#### Stored data
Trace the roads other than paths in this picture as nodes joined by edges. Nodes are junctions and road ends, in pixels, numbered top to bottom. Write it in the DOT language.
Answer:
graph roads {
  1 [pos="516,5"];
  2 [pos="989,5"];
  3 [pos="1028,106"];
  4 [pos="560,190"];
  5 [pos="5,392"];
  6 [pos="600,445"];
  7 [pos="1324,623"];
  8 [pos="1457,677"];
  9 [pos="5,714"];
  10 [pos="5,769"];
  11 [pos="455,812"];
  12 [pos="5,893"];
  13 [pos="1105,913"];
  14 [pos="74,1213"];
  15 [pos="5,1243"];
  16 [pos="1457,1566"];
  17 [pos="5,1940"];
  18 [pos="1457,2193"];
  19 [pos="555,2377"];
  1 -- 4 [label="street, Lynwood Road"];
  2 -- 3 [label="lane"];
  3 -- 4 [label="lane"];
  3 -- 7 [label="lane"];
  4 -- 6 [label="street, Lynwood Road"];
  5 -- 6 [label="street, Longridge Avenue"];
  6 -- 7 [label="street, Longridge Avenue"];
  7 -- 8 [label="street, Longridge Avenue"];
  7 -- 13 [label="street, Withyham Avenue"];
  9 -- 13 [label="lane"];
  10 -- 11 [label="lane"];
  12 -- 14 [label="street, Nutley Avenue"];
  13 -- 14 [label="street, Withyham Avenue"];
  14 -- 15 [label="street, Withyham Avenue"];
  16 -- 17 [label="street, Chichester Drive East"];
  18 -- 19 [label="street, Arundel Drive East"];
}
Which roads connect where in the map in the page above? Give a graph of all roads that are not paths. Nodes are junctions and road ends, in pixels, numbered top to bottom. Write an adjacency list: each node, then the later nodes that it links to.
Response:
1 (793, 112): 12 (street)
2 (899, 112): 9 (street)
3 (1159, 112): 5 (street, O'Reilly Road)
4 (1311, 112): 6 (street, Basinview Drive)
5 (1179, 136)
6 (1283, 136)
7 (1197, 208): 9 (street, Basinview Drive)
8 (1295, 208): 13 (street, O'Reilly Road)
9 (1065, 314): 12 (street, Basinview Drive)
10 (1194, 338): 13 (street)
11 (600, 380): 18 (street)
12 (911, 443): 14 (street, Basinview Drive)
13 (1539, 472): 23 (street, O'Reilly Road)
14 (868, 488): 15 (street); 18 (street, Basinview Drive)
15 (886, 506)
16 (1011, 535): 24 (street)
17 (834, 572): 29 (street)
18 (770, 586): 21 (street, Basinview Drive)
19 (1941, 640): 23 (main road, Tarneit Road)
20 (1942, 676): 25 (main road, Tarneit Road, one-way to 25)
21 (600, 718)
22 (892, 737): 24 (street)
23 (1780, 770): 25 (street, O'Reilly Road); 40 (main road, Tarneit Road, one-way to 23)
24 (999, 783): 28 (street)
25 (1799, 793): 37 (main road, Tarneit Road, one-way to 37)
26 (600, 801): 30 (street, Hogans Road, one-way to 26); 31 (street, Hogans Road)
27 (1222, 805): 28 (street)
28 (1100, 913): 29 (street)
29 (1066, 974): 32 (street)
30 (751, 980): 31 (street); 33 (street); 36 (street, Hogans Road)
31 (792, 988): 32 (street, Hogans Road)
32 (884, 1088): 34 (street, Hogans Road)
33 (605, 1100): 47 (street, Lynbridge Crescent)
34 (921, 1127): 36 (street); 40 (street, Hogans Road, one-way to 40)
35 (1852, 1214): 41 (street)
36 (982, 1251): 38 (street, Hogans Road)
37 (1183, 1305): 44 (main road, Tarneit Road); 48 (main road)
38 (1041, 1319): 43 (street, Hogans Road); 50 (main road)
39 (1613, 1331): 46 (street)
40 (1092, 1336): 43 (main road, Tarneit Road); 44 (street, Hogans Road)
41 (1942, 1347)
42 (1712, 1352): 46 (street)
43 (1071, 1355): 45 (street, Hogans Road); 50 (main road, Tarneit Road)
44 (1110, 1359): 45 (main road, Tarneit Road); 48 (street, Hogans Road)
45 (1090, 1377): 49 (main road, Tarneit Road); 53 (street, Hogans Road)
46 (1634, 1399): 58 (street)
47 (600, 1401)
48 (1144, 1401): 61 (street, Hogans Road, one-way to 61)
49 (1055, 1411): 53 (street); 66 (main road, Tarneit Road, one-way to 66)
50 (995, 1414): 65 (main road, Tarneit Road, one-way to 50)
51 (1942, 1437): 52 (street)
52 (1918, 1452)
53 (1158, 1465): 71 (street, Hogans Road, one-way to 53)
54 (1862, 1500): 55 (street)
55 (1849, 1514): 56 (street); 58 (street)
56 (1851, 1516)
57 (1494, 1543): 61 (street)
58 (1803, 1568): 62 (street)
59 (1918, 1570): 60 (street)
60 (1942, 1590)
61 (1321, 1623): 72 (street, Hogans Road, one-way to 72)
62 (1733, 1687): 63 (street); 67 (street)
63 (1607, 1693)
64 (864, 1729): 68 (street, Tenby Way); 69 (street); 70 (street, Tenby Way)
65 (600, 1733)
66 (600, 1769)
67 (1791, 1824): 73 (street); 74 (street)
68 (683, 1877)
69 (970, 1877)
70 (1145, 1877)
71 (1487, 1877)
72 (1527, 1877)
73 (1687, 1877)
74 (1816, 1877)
########
Would you return every line of the data above exactly?

## Result
Trace the roads other than paths in this picture as nodes joined by edges. Nodes are junctions and road ends, in pixels, numbered top to bottom. Write it in the DOT language.
Answer:
graph roads {
  1 [pos="516,5"];
  2 [pos="989,5"];
  3 [pos="1028,106"];
  4 [pos="560,190"];
  5 [pos="5,392"];
  6 [pos="600,445"];
  7 [pos="1324,623"];
  8 [pos="1457,677"];
  9 [pos="5,714"];
  10 [pos="5,769"];
  11 [pos="455,812"];
  12 [pos="5,893"];
  13 [pos="1105,913"];
  14 [pos="74,1213"];
  15 [pos="5,1243"];
  16 [pos="1457,1566"];
  17 [pos="5,1940"];
  18 [pos="1457,2193"];
  19 [pos="555,2377"];
  1 -- 4 [label="street, Lynwood Road"];
  2 -- 3 [label="lane"];
  3 -- 4 [label="lane"];
  3 -- 7 [label="lane"];
  4 -- 6 [label="street, Lynwood Road"];
  5 -- 6 [label="street, Longridge Avenue"];
  6 -- 7 [label="street, Longridge Avenue"];
  7 -- 8 [label="street, Longridge Avenue"];
  7 -- 13 [label="street, Withyham Avenue"];
  9 -- 13 [label="lane"];
  10 -- 11 [label="lane"];
  12 -- 14 [label="street, Nutley Avenue"];
  13 -- 14 [label="street, Withyham Avenue"];
  14 -- 15 [label="street, Withyham Avenue"];
  16 -- 17 [label="street, Chichester Drive East"];
  18 -- 19 [label="street, Arundel Drive East"];
}
Which roads connect where in the map in the page above? Give a graph of all roads that are not paths. Nodes are junctions and road ends, in pixels, numbered top to bottom. Write an adjacency list: each node, then the later nodes that it links to.
Response:
1 (793, 112): 12 (street)
2 (899, 112): 9 (street)
3 (1159, 112): 5 (street, O'Reilly Road)
4 (1311, 112): 6 (street, Basinview Drive)
5 (1179, 136)
6 (1283, 136)
7 (1197, 208): 9 (street, Basinview Drive)
8 (1295, 208): 13 (street, O'Reilly Road)
9 (1065, 314): 12 (street, Basinview Drive)
10 (1194, 338): 13 (street)
11 (600, 380): 18 (street)
12 (911, 443): 14 (street, Basinview Drive)
13 (1539, 472): 23 (street, O'Reilly Road)
14 (868, 488): 15 (street); 18 (street, Basinview Drive)
15 (886, 506)
16 (1011, 535): 24 (street)
17 (834, 572): 29 (street)
18 (770, 586): 21 (street, Basinview Drive)
19 (1941, 640): 23 (main road, Tarneit Road)
20 (1942, 676): 25 (main road, Tarneit Road, one-way to 25)
21 (600, 718)
22 (892, 737): 24 (street)
23 (1780, 770): 25 (street, O'Reilly Road); 40 (main road, Tarneit Road, one-way to 23)
24 (999, 783): 28 (street)
25 (1799, 793): 37 (main road, Tarneit Road, one-way to 37)
26 (600, 801): 30 (street, Hogans Road, one-way to 26); 31 (street, Hogans Road)
27 (1222, 805): 28 (street)
28 (1100, 913): 29 (street)
29 (1066, 974): 32 (street)
30 (751, 980): 31 (street); 33 (street); 36 (street, Hogans Road)
31 (792, 988): 32 (street, Hogans Road)
32 (884, 1088): 34 (street, Hogans Road)
33 (605, 1100): 47 (street, Lynbridge Crescent)
34 (921, 1127): 36 (street); 40 (street, Hogans Road, one-way to 40)
35 (1852, 1214): 41 (street)
36 (982, 1251): 38 (street, Hogans Road)
37 (1183, 1305): 44 (main road, Tarneit Road); 48 (main road)
38 (1041, 1319): 43 (street, Hogans Road); 50 (main road)
39 (1613, 1331): 46 (street)
40 (1092, 1336): 43 (main road, Tarneit Road); 44 (street, Hogans Road)
41 (1942, 1347)
42 (1712, 1352): 46 (street)
43 (1071, 1355): 45 (street, Hogans Road); 50 (main road, Tarneit Road)
44 (1110, 1359): 45 (main road, Tarneit Road); 48 (street, Hogans Road)
45 (1090, 1377): 49 (main road, Tarneit Road); 53 (street, Hogans Road)
46 (1634, 1399): 58 (street)
47 (600, 1401)
48 (1144, 1401): 61 (street, Hogans Road, one-way to 61)
49 (1055, 1411): 53 (street); 66 (main road, Tarneit Road, one-way to 66)
50 (995, 1414): 65 (main road, Tarneit Road, one-way to 50)
51 (1942, 1437): 52 (street)
52 (1918, 1452)
53 (1158, 1465): 71 (street, Hogans Road, one-way to 53)
54 (1862, 1500): 55 (street)
55 (1849, 1514): 56 (street); 58 (street)
56 (1851, 1516)
57 (1494, 1543): 61 (street)
58 (1803, 1568): 62 (street)
59 (1918, 1570): 60 (street)
60 (1942, 1590)
61 (1321, 1623): 72 (street, Hogans Road, one-way to 72)
62 (1733, 1687): 63 (street); 67 (street)
63 (1607, 1693)
64 (864, 1729): 68 (street, Tenby Way); 69 (street); 70 (street, Tenby Way)
65 (600, 1733)
66 (600, 1769)
67 (1791, 1824): 73 (street); 74 (street)
68 (683, 1877)
69 (970, 1877)
70 (1145, 1877)
71 (1487, 1877)
72 (1527, 1877)
73 (1687, 1877)
74 (1816, 1877)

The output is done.